- **EXTRACTED DATA**
▼
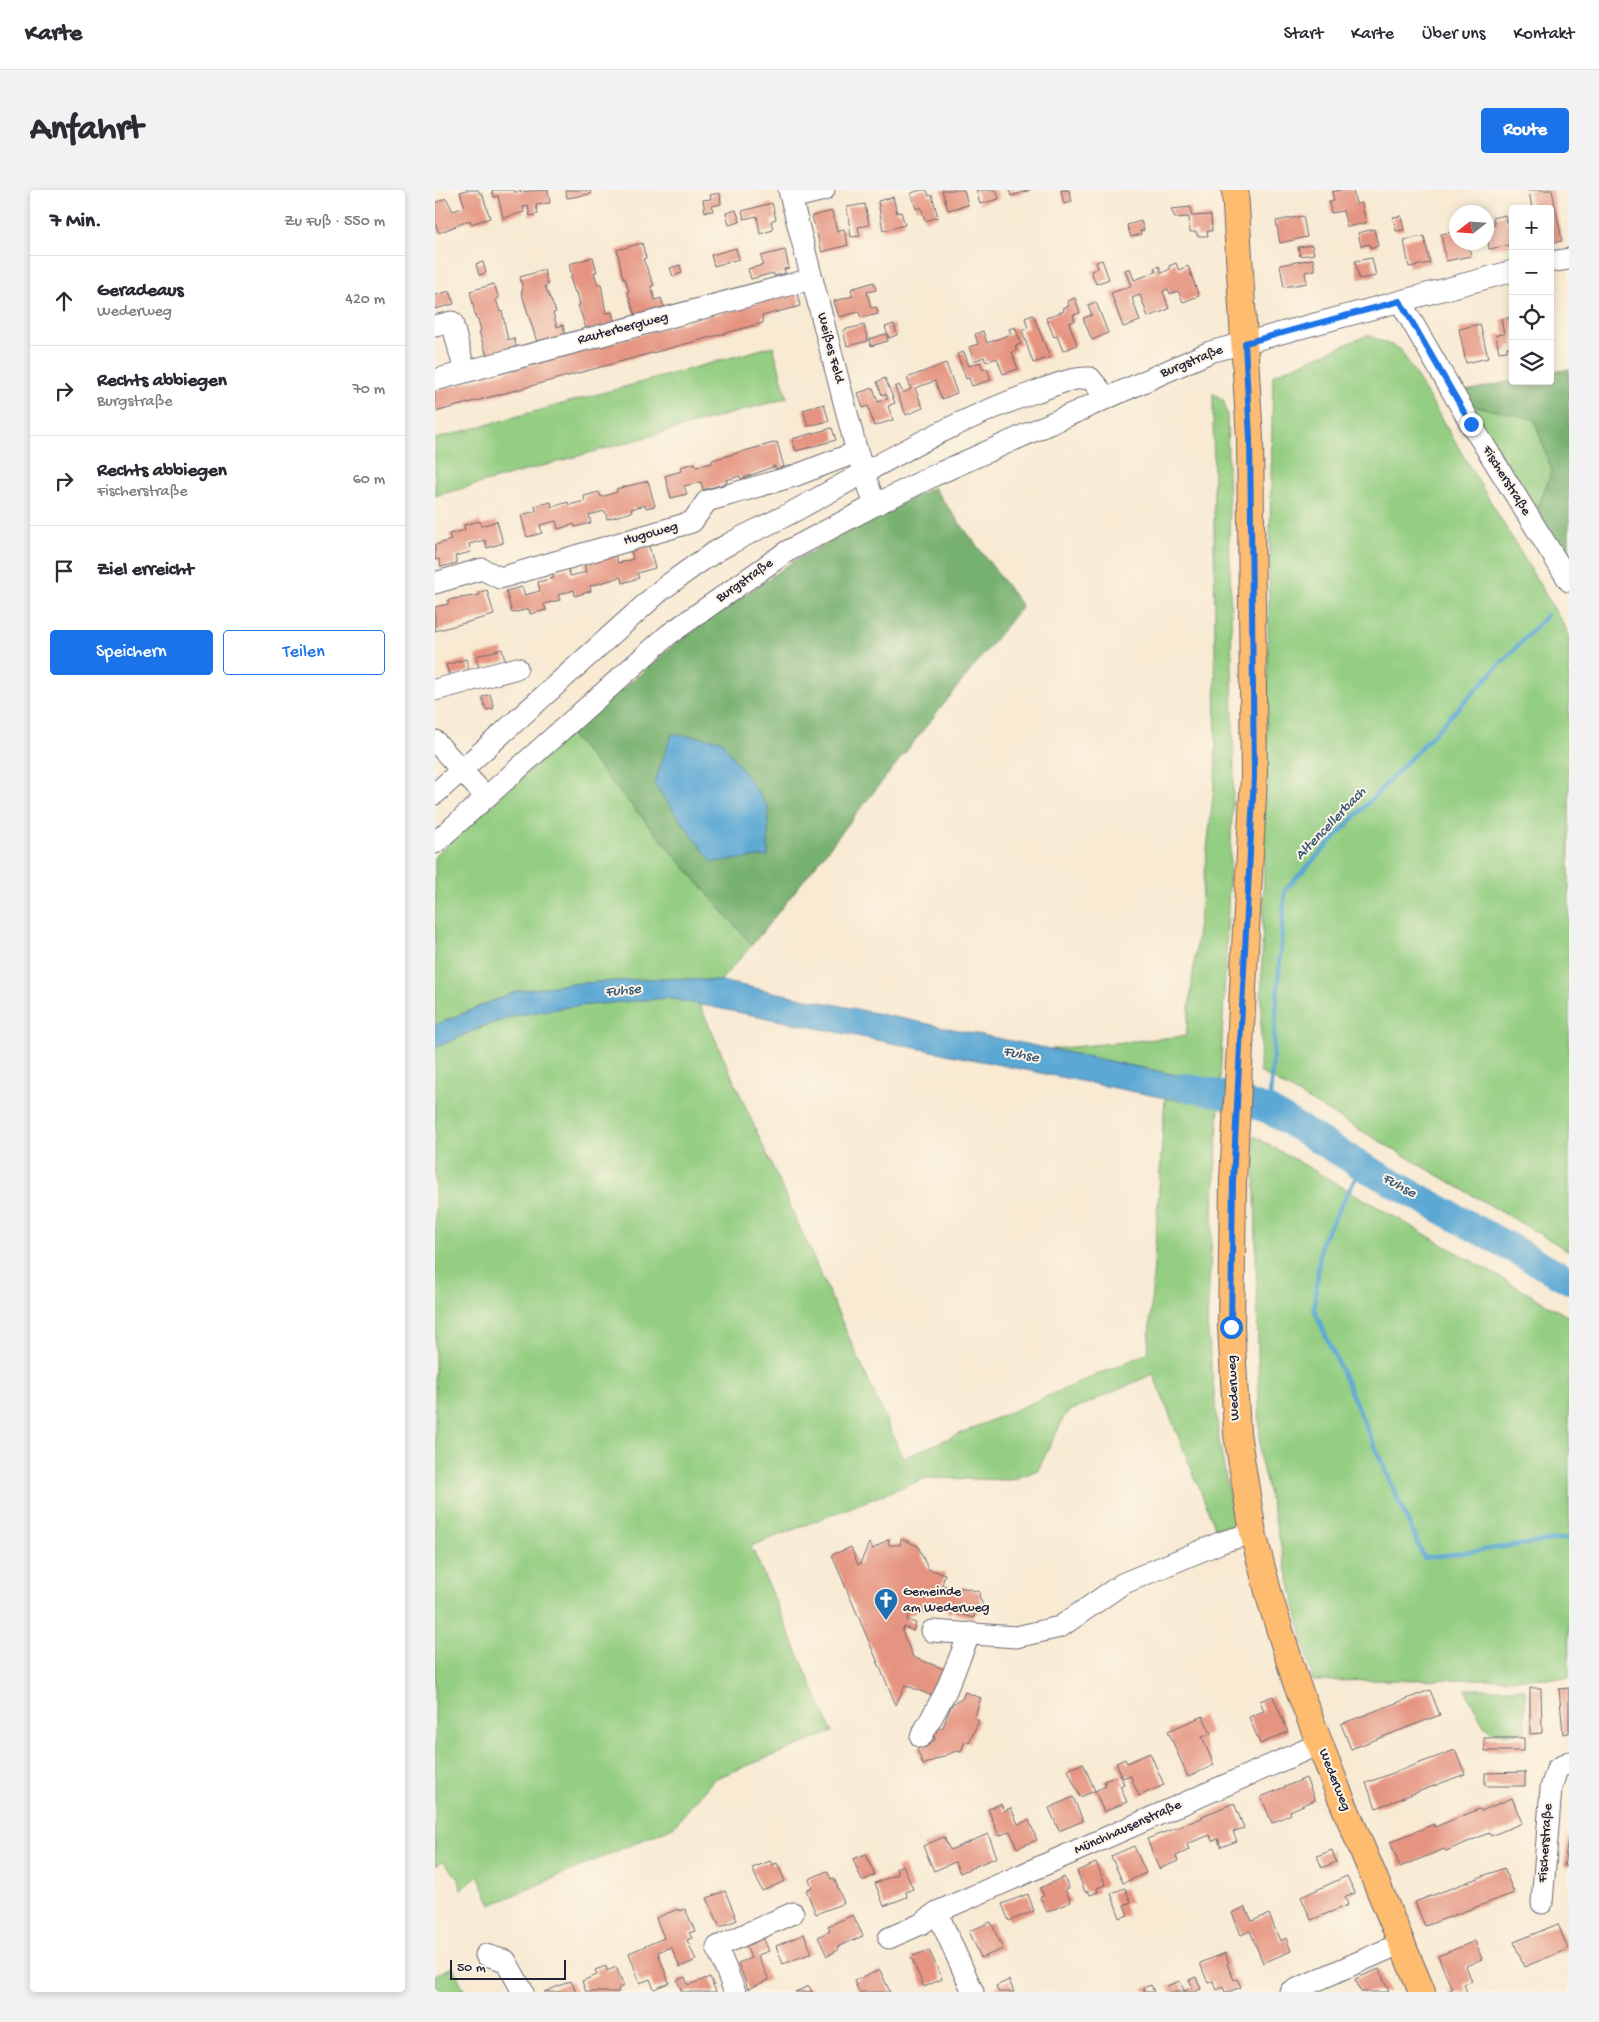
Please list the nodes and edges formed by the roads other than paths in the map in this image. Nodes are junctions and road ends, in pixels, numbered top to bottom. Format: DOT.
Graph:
▲
▼
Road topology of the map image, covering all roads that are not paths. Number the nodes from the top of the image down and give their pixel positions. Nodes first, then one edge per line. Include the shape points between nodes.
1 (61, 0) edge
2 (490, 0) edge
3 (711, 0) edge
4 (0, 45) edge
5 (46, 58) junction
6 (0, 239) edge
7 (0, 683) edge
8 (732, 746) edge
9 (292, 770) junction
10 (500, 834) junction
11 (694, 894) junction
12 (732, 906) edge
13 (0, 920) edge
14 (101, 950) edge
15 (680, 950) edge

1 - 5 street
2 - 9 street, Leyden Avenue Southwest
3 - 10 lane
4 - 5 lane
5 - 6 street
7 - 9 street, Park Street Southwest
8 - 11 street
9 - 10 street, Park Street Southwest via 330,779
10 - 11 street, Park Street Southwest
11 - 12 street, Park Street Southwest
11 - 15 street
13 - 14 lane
▲
▼
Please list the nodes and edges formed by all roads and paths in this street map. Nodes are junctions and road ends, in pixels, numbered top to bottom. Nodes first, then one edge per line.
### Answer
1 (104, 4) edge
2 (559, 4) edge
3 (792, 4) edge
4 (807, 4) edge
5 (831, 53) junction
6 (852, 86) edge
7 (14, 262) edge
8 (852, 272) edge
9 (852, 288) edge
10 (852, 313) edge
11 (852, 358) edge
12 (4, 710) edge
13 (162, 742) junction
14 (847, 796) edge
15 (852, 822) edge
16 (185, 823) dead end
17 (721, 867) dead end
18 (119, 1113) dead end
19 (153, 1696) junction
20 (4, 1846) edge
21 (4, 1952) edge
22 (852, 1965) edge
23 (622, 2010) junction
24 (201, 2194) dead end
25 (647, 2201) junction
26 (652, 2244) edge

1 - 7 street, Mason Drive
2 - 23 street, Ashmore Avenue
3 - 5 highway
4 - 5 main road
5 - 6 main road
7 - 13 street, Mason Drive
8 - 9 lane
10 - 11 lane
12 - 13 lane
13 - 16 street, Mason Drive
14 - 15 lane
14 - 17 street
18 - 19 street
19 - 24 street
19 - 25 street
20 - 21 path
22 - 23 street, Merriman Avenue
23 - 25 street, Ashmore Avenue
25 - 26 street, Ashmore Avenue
▲
- **TASK INSTRUCTIONS**
With the string "junctions" as the key, filter the data above and show the lines that match.

- **YOUR RESPONSE**
Please list the nodes and edges formed by the roads other than paths in the map in this image. Nodes are junctions and road ends, in pixels, numbered top to bottom. Format: DOT.
Please list the nodes and edges formed by all roads and paths in this street map. Nodes are junctions and road ends, in pixels, numbered top to bottom. Nodes first, then one edge per line.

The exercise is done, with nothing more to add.